Your instructions = Wherever the word "Math" appears in a line of the records, copy that line.

Stored data entries:
= = = = = = =

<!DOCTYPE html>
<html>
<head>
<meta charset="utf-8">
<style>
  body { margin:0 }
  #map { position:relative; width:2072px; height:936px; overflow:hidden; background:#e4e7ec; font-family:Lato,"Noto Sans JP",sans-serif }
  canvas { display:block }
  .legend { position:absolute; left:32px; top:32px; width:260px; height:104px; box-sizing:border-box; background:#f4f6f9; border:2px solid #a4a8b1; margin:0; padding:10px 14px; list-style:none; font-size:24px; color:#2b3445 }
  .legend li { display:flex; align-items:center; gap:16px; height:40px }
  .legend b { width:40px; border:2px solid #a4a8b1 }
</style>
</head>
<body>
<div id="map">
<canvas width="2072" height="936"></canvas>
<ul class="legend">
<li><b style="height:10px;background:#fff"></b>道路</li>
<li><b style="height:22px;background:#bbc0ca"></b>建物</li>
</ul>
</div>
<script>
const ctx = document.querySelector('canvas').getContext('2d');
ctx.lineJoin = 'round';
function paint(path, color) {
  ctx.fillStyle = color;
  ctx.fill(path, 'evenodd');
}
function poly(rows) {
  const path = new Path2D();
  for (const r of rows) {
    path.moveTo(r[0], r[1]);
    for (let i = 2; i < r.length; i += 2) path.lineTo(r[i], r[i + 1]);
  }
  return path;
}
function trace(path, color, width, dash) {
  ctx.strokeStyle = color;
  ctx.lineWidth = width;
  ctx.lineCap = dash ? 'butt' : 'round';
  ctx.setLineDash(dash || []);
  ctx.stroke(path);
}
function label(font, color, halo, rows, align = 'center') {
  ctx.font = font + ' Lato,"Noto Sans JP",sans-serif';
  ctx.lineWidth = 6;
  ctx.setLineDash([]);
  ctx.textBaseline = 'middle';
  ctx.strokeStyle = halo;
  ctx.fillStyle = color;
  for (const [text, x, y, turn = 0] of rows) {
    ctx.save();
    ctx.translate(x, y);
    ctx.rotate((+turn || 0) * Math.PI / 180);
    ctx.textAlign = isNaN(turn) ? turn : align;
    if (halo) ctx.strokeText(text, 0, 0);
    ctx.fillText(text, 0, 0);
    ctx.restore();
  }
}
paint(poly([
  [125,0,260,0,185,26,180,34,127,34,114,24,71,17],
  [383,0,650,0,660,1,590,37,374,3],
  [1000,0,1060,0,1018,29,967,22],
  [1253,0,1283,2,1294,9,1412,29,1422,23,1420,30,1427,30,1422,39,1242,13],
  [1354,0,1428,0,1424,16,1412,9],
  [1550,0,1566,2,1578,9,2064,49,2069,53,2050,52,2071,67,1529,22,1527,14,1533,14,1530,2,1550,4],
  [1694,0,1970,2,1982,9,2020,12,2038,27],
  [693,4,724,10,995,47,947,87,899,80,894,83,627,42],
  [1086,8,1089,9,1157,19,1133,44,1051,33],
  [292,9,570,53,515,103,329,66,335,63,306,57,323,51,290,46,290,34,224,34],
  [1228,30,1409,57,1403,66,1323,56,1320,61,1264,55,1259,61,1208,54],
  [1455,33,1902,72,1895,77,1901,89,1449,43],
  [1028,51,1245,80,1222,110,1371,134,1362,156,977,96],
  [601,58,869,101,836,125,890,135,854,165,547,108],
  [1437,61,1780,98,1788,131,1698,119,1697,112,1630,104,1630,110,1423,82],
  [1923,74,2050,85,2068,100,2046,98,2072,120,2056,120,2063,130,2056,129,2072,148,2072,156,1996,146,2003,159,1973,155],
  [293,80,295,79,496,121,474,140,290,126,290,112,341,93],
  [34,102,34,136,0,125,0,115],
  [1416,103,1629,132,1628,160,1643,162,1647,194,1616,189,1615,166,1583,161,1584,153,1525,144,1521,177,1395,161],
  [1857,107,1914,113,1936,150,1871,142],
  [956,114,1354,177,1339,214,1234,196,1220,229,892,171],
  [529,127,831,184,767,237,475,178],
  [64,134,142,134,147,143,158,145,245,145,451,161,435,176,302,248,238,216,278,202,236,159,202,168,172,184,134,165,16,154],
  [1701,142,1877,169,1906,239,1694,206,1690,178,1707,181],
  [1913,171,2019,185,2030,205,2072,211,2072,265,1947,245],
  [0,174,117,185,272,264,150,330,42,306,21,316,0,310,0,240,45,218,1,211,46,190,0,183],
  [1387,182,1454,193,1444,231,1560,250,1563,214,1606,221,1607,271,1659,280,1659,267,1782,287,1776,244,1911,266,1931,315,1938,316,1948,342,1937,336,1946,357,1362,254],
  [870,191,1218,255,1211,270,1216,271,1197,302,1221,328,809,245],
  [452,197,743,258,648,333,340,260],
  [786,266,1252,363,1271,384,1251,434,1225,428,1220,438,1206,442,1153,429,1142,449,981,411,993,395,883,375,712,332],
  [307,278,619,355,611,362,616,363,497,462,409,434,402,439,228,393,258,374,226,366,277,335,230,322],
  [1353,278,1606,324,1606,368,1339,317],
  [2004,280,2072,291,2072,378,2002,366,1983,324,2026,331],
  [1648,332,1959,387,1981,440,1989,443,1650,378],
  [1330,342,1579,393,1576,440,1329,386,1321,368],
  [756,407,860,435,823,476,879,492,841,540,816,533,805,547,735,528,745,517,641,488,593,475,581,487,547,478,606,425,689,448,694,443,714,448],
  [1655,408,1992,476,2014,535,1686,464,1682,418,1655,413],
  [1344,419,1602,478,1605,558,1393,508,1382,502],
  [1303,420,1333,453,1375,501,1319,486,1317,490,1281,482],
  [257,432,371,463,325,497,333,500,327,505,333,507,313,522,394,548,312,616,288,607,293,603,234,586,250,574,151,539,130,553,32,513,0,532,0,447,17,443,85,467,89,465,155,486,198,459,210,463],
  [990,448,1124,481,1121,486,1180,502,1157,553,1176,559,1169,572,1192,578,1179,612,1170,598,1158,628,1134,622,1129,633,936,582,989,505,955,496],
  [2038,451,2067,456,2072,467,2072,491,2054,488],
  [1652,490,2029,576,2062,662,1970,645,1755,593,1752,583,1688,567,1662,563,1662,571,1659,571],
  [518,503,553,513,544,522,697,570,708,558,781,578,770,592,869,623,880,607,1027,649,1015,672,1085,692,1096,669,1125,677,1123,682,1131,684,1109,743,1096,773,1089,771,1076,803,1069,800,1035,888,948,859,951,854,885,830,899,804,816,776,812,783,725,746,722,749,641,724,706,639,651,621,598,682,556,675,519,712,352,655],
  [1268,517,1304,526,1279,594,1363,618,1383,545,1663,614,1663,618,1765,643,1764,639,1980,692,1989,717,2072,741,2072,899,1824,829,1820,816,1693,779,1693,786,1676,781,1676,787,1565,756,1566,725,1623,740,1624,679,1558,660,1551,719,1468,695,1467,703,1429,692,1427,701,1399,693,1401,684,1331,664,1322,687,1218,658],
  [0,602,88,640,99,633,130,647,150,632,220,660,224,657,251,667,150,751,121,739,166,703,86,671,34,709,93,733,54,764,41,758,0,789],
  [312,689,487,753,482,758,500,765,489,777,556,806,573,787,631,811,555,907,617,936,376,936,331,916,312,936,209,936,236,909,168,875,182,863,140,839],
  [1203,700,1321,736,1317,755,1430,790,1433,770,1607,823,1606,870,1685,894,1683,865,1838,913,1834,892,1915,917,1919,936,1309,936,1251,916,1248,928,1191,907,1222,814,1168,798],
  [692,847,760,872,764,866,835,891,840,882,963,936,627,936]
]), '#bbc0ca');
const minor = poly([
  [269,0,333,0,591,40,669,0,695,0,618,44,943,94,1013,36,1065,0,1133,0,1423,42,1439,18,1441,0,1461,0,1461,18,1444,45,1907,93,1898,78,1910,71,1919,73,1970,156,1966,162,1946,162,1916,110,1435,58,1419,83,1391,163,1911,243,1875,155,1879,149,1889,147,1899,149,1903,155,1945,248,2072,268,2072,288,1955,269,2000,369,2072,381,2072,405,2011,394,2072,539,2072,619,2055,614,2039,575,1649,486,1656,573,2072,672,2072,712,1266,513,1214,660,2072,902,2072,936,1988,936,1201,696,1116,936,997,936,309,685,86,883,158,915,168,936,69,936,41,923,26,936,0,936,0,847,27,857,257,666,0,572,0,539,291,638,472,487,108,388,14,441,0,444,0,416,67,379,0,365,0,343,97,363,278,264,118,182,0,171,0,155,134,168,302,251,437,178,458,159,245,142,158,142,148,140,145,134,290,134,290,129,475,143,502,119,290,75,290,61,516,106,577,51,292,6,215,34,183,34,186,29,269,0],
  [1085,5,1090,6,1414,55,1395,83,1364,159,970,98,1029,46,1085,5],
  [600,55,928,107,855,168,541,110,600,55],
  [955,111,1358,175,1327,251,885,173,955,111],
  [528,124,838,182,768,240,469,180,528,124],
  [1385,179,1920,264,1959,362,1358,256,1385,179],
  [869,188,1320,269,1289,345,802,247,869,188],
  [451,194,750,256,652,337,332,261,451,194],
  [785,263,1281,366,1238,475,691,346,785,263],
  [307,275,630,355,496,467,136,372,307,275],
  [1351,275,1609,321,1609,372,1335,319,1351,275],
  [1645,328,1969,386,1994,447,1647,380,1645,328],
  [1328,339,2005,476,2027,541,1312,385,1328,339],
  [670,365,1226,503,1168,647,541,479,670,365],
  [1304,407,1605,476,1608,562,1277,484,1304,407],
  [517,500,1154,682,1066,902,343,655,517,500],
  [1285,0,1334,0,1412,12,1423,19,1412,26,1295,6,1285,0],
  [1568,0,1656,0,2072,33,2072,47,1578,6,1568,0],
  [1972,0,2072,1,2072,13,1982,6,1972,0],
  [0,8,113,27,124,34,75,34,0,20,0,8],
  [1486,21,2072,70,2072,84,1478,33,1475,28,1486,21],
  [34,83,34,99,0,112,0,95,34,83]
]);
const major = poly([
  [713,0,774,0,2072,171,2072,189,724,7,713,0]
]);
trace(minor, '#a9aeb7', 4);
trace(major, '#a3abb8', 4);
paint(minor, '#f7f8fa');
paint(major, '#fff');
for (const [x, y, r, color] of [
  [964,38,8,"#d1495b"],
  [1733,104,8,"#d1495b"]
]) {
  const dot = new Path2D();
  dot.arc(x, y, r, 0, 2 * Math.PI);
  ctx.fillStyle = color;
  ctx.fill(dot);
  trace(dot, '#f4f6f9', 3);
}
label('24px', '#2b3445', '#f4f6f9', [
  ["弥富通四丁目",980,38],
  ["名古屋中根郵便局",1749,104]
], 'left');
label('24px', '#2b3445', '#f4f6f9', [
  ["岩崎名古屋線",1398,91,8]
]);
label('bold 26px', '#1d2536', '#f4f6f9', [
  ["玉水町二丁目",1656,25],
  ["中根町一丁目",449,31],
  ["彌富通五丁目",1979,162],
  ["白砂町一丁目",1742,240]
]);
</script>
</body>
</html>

= = = = = = =

Response area =
    ctx.rotate((+turn || 0) * Math.PI / 180);
  dot.arc(x, y, r, 0, 2 * Math.PI);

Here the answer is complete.